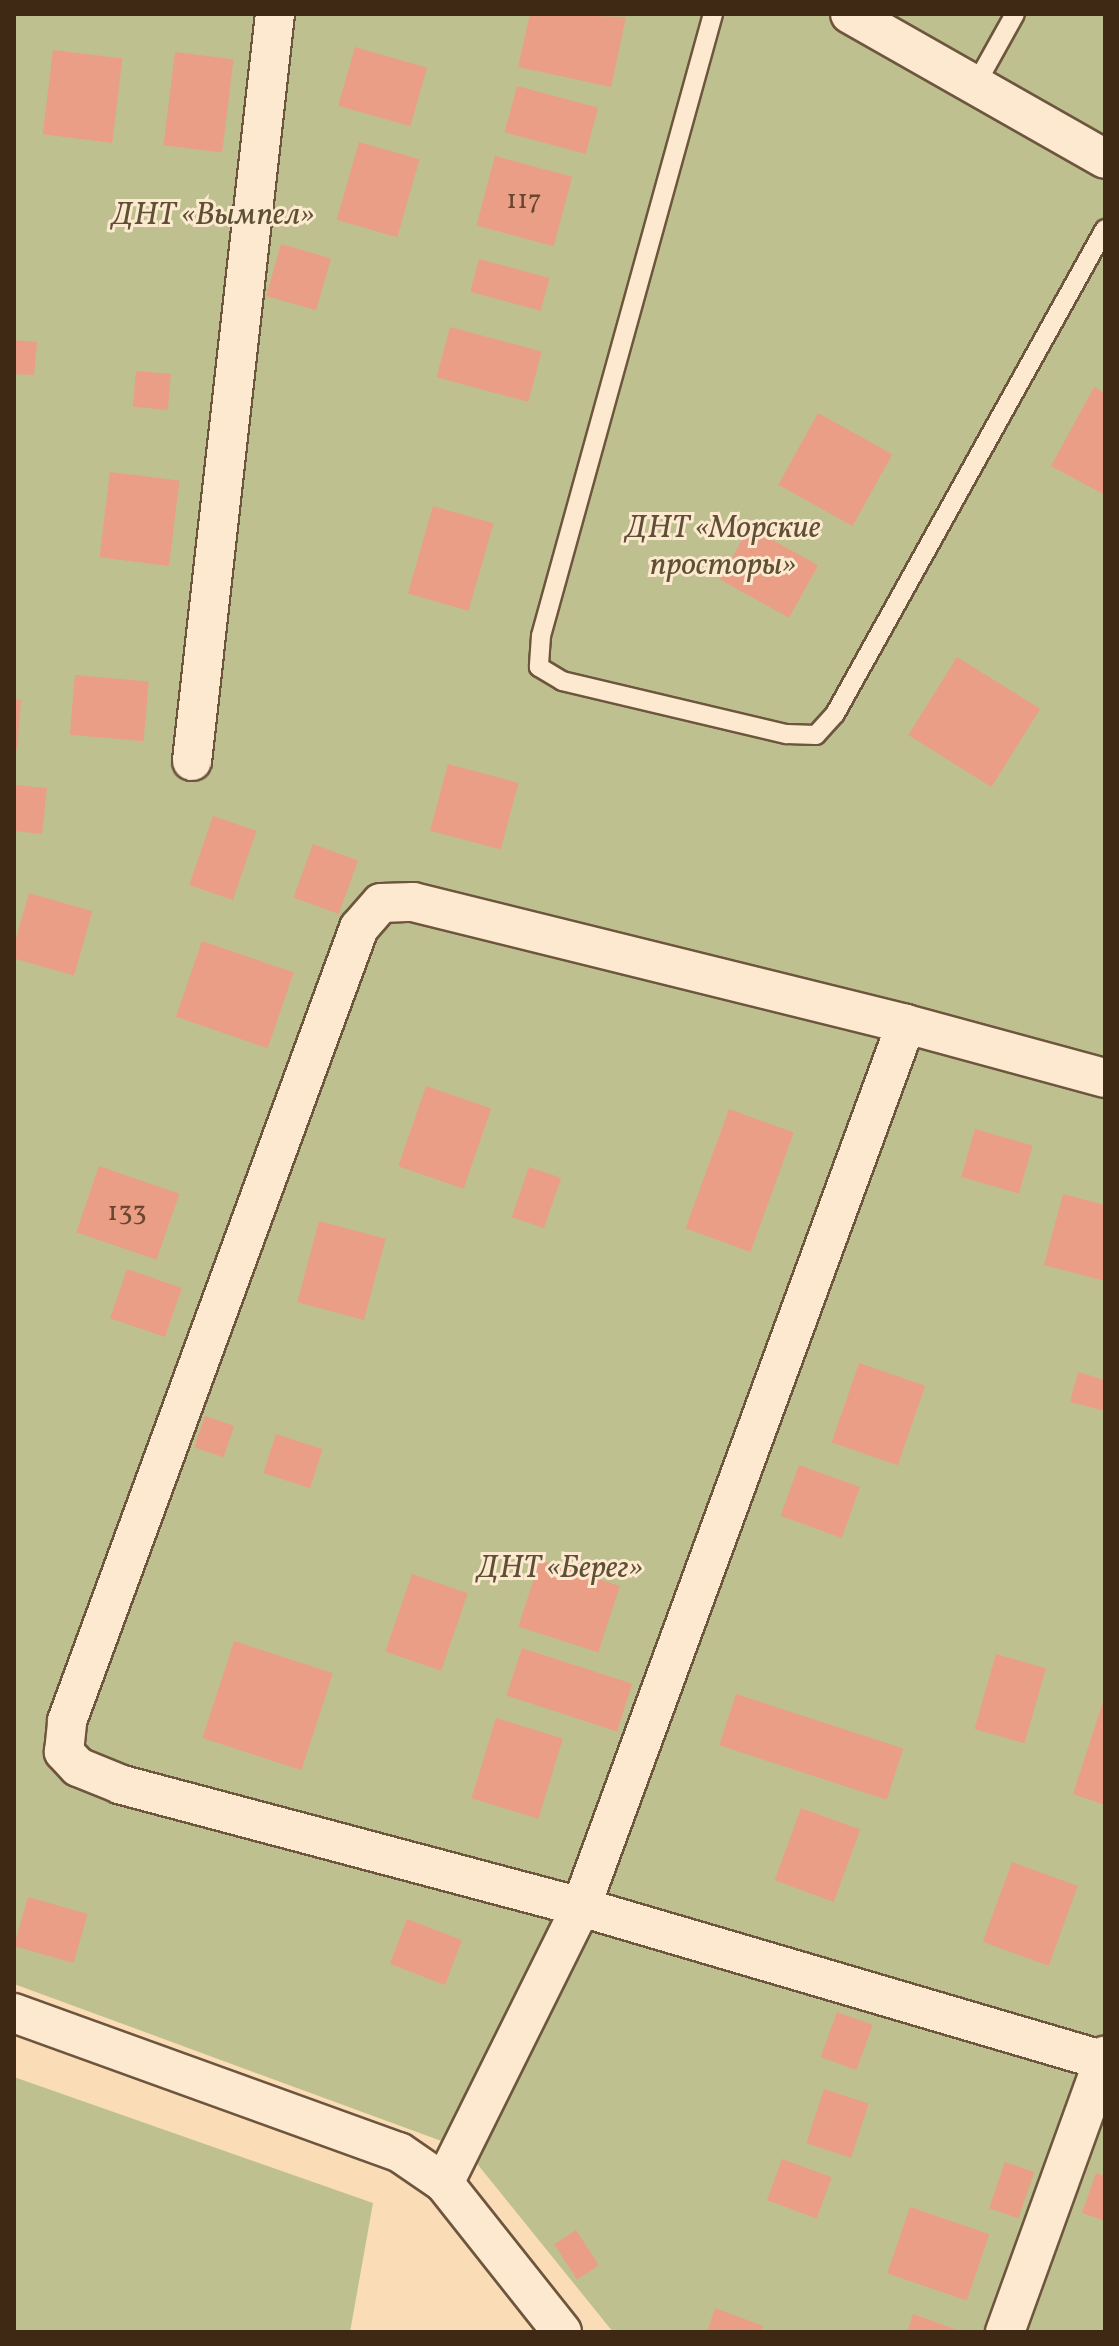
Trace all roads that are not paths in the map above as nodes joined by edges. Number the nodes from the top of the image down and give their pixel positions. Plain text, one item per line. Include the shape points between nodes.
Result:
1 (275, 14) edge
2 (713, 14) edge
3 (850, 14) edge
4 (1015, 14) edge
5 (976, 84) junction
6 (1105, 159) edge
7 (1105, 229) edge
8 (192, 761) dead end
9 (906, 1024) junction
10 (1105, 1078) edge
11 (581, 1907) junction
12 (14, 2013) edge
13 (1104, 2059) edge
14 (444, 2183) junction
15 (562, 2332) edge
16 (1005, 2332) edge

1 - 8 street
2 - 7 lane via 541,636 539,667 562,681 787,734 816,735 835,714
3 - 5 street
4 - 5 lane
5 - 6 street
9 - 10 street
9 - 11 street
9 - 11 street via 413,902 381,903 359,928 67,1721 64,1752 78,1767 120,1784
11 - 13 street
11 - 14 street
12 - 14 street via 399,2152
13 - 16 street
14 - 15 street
-*-
■ Work item ■
Every record above should be transcribed exactly; the pictures stay out of the copy.

■ Task result ■
Trace all roads that are not paths in the map above as nodes joined by edges. Number the nodes from the top of the image down and give their pixel positions. Plain text, one item per line. Include the shape points between nodes.
Result:
1 (275, 14) edge
2 (713, 14) edge
3 (850, 14) edge
4 (1015, 14) edge
5 (976, 84) junction
6 (1105, 159) edge
7 (1105, 229) edge
8 (192, 761) dead end
9 (906, 1024) junction
10 (1105, 1078) edge
11 (581, 1907) junction
12 (14, 2013) edge
13 (1104, 2059) edge
14 (444, 2183) junction
15 (562, 2332) edge
16 (1005, 2332) edge

1 - 8 street
2 - 7 lane via 541,636 539,667 562,681 787,734 816,735 835,714
3 - 5 street
4 - 5 lane
5 - 6 street
9 - 10 street
9 - 11 street
9 - 11 street via 413,902 381,903 359,928 67,1721 64,1752 78,1767 120,1784
11 - 13 street
11 - 14 street
12 - 14 street via 399,2152
13 - 16 street
14 - 15 street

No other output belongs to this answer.